Working diligently as any good DBA might, you have established maintenance routines for each of the SQL Servers under your purview.
As a part of this maintenance you have scripted solutions to intelligently manage and maintain the fragmentation levels for each of the indexes within each database on each instance.
To further show how diligent you are as a DBA, the outcomes of each maintenance run are logged and you review the logs each morning. This routine helps keep you on top of everything that is happening within the environment.
For months, maybe even years, things are running smoothly. Never a failure. Never an error. Just routine log review day after day. Then one day it happens – there is an error. The index maintenance script failed one night.

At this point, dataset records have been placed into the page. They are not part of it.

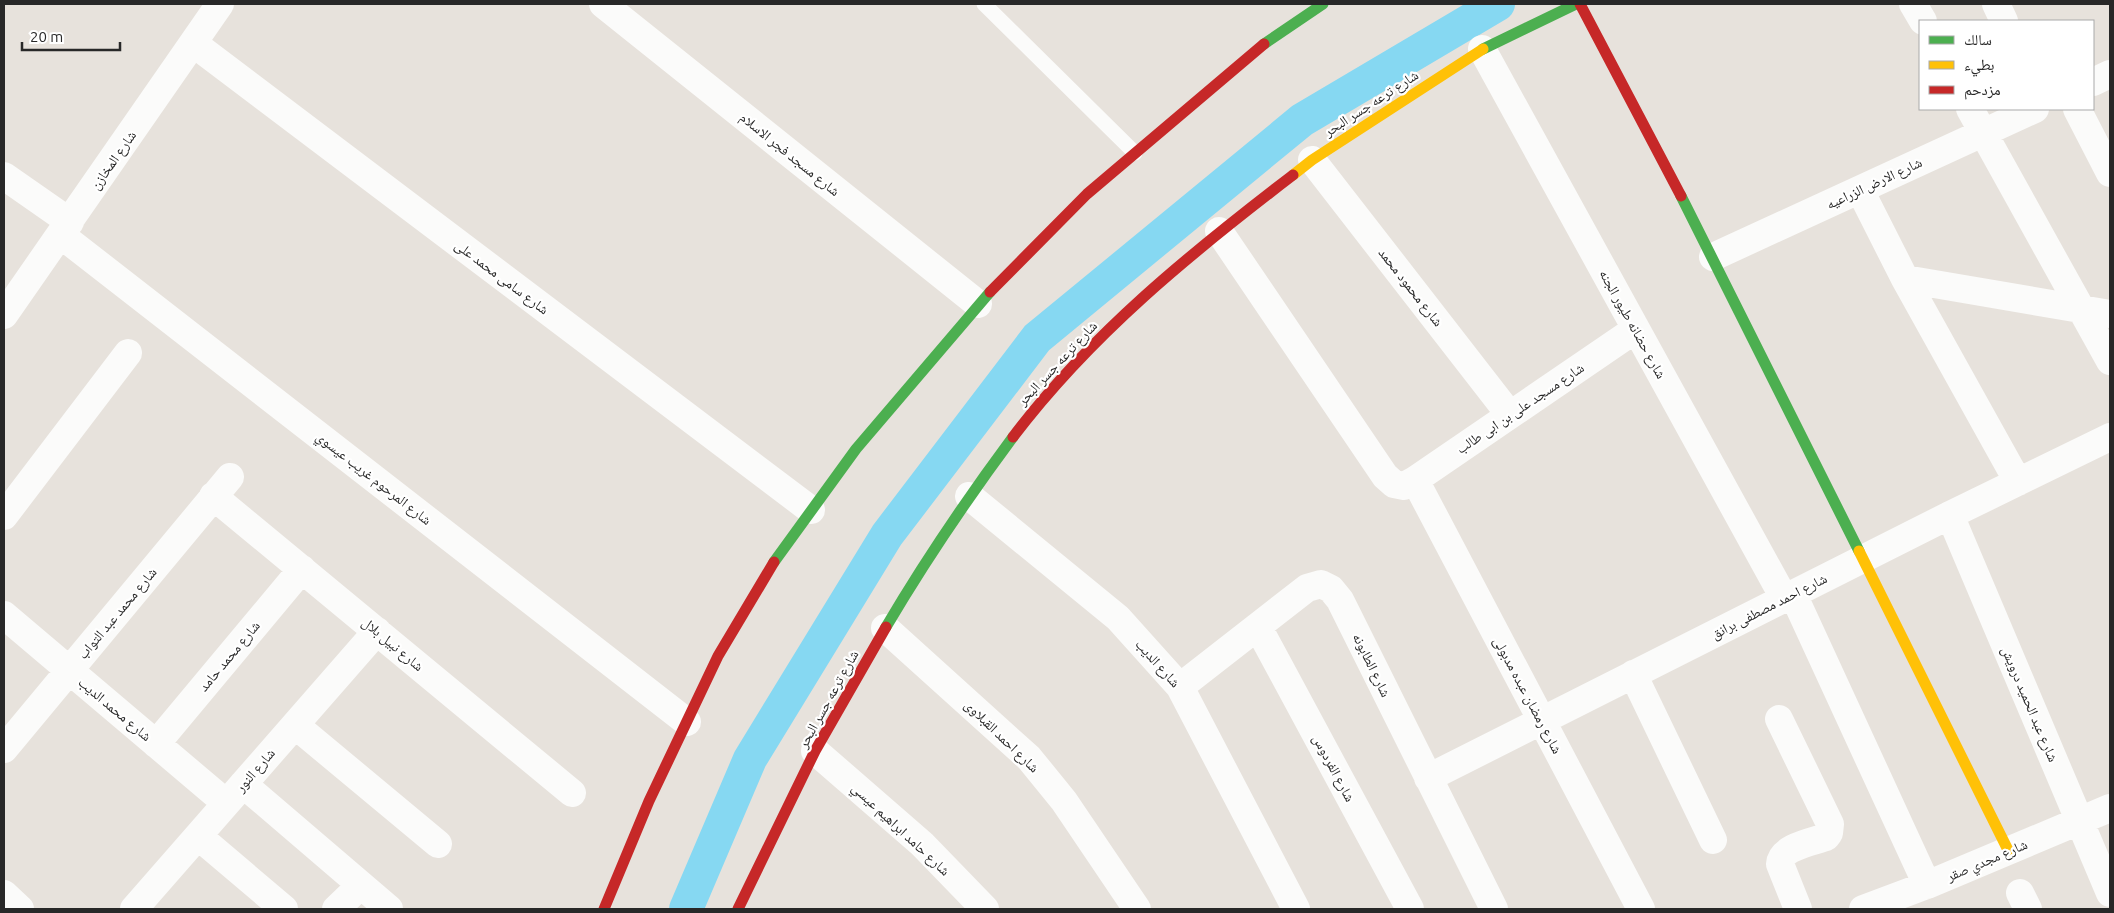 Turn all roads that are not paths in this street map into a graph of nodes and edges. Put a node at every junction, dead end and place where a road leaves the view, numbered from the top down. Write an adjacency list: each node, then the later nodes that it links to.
1 (220, 4): 11 (street, شارع المخازن)
2 (603, 4): 28 (street, شارع مسجد فجر الاسلام)
3 (984, 4): 19 (lane)
4 (1323, 4): 19 (street)
5 (1576, 4): 12 (street, شارع ترعه جسر البحر)
6 (1580, 4): 26 (street)
7 (1913, 4): 9 (street)
8 (1996, 4): 10 (street)
9 (1922, 20)
10 (2004, 20)
11 (193, 43): 24 (street, شارع المخازن); 41 (street, شارع سامى محمد على)
12 (1482, 49): 20 (street, شارع ترعه جسر البحر); 32 (street, شارع حضانه طيور الجنه)
13 (2110, 74): 14 (street)
14 (2094, 82)
15 (1971, 110): 18 (street)
16 (2033, 110): 18 (street, شارع الارض الزراعيه)
17 (2078, 110): 21 (street)
18 (1983, 133): 23 (street, شارع الارض الزراعيه); 29 (street)
19 (1135, 153): 28 (street)
20 (1312, 160): 25 (street, شارع ترعه جسر البحر); 35 (street, شارع محمود محمد)
21 (2110, 173)
22 (4, 176): 24 (street, شارع المرحوم غريب عيسوي)
23 (1860, 190): 26 (street, شارع الارض الزراعيه); 27 (street)
24 (65, 228): 31 (street, شارع المخازن); 56 (street, شارع المرحوم غريب عيسوي)
25 (1219, 231): 38 (street); 40 (street, شارع ترعه جسر البحر)
26 (1713, 258): 44 (street)
27 (1905, 279): 29 (street); 37 (street)
28 (978, 304): 41 (street)
29 (2081, 308): 30 (street); 34 (street)
30 (2110, 314)
31 (4, 315)
32 (1636, 329): 35 (street, شارع مسجد على بن ابى طالب); 46 (street, شارع حضانه طيور الجنه)
33 (128, 352): 43 (street)
34 (2110, 361)
35 (1510, 415): 38 (street, شارع مسجد على بن ابى طالب)
36 (2110, 437): 37 (street, شارع احمد مصطفى برانق)
37 (2018, 482): 42 (street, شارع احمد مصطفى برانق)
38 (1410, 483): 55 (street, شارع رمضان عبده مدبولى)
39 (222, 487): 45 (street, شارع نبيل بلال); 51 (street, شارع محمد عبد التواب)
40 (969, 496): 49 (street, شارع ترعه جسر البحر); 53 (street, شارع الديب)
41 (811, 510): 56 (street)
42 (1950, 515): 44 (street, شارع احمد مصطفى برانق); 65 (street, شارع عبد الحميد درويش)
43 (4, 516)
44 (1863, 558): 46 (street, شارع احمد مصطفى برانق); 69 (street)
45 (302, 569): 50 (street, شارع نبيل بلال); 58 (street, شارع محمد حامد)
46 (1788, 596): 52 (street, شارع احمد مصطفى برانق); 70 (street, شارع حضانه طيور الجنه)
47 (4, 615): 51 (street, شارع محمد الديب)
48 (1258, 627): 53 (street, شارع الطابونه); 61 (street, شارع الطابونه); 84 (street, شارع الفردوس)
49 (885, 628): 60 (street, شارع ترعه جسر البحر); 82 (street, شارع احمد القبلاوى)
50 (377, 631): 57 (street, شارع النور); 62 (street, شارع نبيل بلال)
51 (69, 670): 58 (street, شارع محمد الديب); 59 (street, شارع محمد عبد التواب)
52 (1633, 674): 55 (street, شارع احمد مصطفى برانق); 67 (street)
53 (1180, 687): 83 (street, شارع الديب)
54 (1779, 719): 87 (street)
55 (1542, 721): 61 (street, شارع احمد مصطفى برانق); 86 (street, شارع رمضان عبده مدبولى)
56 (687, 722): 79 (street)
57 (295, 725): 63 (street, شارع النور); 68 (street)
58 (156, 744): 63 (street, شارع محمد الديب)
59 (4, 749)
60 (815, 751): 80 (street, شارع ترعه جسر البحر); 81 (street, شارع حامد ابراهيم عيسي)
61 (1428, 778): 85 (street, شارع الطابونه)
62 (572, 793)
63 (234, 794): 66 (street, شارع النور); 71 (street, شارع محمد الديب)
64 (2110, 808): 65 (street, شارع مجدي صقر)
65 (2080, 821): 69 (street, شارع مجدي صقر); 72 (street, شارع عبد الحميد درويش)
66 (198, 836): 75 (street, شارع النور); 76 (street)
67 (1713, 840)
68 (438, 844)
69 (2008, 850): 70 (street, شارع مجدي صقر)
70 (1927, 885): 88 (street, شارع مجدي صقر)
71 (361, 886): 77 (street); 78 (street, شارع محمد الديب)
72 (2110, 893)
73 (4, 894): 74 (street)
74 (20, 909)
75 (134, 909)
76 (284, 909)
77 (336, 909)
78 (389, 909)
79 (604, 909)
80 (738, 909)
81 (985, 909)
82 (1137, 909)
83 (1296, 909)
84 (1410, 909)
85 (1494, 909)
86 (1641, 909)
87 (1798, 909)
88 (1866, 909)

Index Cannot be Reorganized…
You receive the error message similar to the following:
Msg 2552, Level 16, State 1, Line 1 The index “blah” (partition 1) on table “blah_blah_blah” cannot be reorganized because page level locking is disabled
Immediately, you start double-checking yourself and verifying that it worked the previous night. You even go so far as to confirm that the same index was previously reorganized. How is it possible that it is failing now on this index. What has changed? Has something changed?
Time for a little digging and investigating, so the dirty work begins. On one side of the coin you are relieved to be able to do something different. On the other side of that coin, you are rather annoyed that something seems to have changed. These feelings are perfectly normal!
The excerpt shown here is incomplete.